India, while abolishing its feudal system after partition, emphasises the development of villages for national growth and strengthened the institute of Panchayat after partition, whereas this was entirely ignored by Pakistan. However, a tentative form of Panchayat system remained operational in some parts of rural Pakistan.
Historically, various efforts have been made to institutionalise Panchayats. Madras Village Councils Act, 1888; Punjab Village Panchayats Act, 1922; Punjab Village Panchayats Act, 1933; Sind Village Panchayats Act, 1939; North-West Frontier Province Village Council Act, 1935; and North-West Frontier Province Village Council Act, 1954, are but a few examples.
In Pakistan, the system did not work, as institutions set up under these statutes were not allowed to evolve naturally and were repeatedly disrupted. At present, no such independent mechanism exists. A comparison with neighbouring India is instructive where the systems of Lok Adalats have evolved over the decades and function effectively.

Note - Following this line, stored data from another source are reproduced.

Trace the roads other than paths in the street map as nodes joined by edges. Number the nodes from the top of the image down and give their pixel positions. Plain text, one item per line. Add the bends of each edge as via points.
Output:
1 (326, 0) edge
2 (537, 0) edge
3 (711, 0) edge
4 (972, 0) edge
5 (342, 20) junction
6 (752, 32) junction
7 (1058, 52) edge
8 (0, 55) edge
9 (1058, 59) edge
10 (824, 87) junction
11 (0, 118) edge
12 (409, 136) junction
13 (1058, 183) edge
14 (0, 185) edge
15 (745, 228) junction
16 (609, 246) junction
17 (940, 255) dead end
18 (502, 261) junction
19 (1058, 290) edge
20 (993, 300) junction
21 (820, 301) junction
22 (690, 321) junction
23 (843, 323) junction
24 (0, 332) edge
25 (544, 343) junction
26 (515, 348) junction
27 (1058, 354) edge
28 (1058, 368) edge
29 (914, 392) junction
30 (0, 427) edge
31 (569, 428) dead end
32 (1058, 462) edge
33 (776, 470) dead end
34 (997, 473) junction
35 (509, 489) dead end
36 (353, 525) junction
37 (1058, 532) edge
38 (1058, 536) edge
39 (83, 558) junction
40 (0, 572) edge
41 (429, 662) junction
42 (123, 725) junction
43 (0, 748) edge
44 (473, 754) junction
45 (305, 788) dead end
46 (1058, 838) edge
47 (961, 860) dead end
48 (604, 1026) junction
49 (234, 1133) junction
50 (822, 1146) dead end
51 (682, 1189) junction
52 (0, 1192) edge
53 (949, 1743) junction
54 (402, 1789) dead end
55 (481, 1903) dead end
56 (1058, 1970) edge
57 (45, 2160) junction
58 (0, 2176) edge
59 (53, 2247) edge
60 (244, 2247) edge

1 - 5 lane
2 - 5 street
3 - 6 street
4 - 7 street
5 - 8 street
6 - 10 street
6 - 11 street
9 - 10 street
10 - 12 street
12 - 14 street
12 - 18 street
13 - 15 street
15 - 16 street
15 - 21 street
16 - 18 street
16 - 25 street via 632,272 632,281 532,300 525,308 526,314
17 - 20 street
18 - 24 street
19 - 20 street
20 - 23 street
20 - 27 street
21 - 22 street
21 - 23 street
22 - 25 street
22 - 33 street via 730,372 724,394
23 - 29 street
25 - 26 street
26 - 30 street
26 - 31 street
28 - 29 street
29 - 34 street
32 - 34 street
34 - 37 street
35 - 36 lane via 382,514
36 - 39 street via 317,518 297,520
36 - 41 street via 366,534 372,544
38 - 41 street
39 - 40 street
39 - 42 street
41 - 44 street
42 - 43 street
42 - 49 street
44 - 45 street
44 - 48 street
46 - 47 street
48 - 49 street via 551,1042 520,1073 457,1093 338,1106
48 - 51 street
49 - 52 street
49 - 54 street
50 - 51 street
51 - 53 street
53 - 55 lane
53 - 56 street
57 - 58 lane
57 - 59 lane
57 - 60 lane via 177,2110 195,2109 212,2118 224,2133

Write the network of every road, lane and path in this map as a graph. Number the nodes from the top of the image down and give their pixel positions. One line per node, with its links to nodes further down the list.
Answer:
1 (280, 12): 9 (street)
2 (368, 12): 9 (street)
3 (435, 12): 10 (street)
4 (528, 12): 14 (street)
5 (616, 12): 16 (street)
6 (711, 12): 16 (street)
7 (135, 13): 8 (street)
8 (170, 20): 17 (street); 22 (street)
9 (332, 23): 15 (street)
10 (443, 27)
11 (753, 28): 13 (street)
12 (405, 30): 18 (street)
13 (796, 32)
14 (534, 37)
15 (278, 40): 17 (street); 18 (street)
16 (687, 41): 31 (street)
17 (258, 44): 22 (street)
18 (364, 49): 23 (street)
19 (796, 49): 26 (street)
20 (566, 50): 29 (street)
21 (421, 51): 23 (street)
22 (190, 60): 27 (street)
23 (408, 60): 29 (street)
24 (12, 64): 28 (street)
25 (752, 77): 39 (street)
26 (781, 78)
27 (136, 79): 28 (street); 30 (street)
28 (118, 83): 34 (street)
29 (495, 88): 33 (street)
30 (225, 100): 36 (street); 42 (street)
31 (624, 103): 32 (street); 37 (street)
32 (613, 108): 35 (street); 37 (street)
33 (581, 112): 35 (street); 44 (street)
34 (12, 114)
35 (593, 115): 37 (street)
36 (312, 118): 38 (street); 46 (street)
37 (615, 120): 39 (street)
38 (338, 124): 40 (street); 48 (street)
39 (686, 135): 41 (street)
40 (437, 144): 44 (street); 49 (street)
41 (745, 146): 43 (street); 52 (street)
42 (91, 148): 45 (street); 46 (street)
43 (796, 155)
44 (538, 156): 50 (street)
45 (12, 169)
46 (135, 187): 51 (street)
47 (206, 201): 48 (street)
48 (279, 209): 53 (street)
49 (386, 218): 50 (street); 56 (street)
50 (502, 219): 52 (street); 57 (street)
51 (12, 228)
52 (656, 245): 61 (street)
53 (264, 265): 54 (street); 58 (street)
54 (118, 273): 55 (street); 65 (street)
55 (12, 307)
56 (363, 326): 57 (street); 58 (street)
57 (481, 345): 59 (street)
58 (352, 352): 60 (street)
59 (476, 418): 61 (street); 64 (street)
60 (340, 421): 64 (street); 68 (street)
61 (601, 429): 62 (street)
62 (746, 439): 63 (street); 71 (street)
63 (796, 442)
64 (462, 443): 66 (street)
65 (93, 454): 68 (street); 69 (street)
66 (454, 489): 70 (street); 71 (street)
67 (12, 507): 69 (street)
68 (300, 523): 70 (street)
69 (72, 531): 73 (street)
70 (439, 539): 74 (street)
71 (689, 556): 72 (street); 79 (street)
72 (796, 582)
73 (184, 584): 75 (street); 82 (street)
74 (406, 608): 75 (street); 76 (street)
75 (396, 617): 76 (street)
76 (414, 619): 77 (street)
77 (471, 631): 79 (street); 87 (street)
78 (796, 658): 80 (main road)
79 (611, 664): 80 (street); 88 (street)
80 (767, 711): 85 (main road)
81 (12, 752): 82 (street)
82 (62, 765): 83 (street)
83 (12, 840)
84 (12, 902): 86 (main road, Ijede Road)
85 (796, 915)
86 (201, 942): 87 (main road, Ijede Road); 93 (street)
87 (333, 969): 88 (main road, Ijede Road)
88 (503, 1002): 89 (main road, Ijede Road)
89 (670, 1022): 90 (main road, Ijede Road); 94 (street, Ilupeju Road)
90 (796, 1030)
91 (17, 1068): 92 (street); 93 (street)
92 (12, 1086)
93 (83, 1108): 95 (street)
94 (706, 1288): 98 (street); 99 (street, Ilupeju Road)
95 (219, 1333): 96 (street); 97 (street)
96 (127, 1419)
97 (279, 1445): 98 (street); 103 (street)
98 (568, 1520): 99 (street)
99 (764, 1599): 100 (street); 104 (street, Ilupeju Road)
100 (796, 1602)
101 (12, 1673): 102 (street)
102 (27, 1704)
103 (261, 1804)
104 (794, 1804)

No court system in the world, no matter how speedy or efficient, can resolve all disputes that arise between members of a vibrant society. This is why legal systems all over the world are investing heavily in developing and referring avenues for alternate dispute resolution (ADR).
One of the reasons why courts are flooded with cases is because over the last few decades, traditional institutions for resolution of disputes such as Panchayats have gradually been eroded.
Part of the reason why existing alternate dispute resolution mechanisms have failed is because they rely exclusively on transplanted legal notions and no efforts seems to have been made to tap into the potential of indigenous, time-tested and localised institutions of dispute resolution such as Panchayats, Jirgas and Mohalla Committees.
India has resorted to ADR through arbitration as well as councils for resolving business disputes and Lok Adalats for resolving petty matters.
The primary responsibility of the state under Article 37 (d) is to provide expeditious and inexpensive justice to citizens through an effective court system. First priority should be to overhaul the lower judiciary so that cases are concluded within a reasonable time.
A detailed comparative study should be conducted on why the institution of Panchayats established through a series of enactments in the past could not perform or evolve.
The Federal Ombudsman is also working on these lines. With an aim to ensure speedy and timely justice to the general public, the ombudsman secretariat has planned to hear public complaints at 138 districts and 435 Tehsils across the country in the days to come.
Among the flaws, it is evident that Panchayat system is often dominated by male members without adequate representation of women. Moreover, Panchayats at times fall prey to unscrupulous judgments.
It is perhaps for this reason that a female jirga was set up in Swat in 2011, when a conclusion was reached that women simply cannot be left at the mercy of male jirgas.
Care must be taken to ensure that referral to Panchayat or any other ADR by courts should not become another tool in the hands of parties who intend to delay court decisions.
If a case is not resolved within a specific time period, it should be returned to the court and declared unfit for settlement or compromise.
Published in The Express Tribune, March 7th, 2016.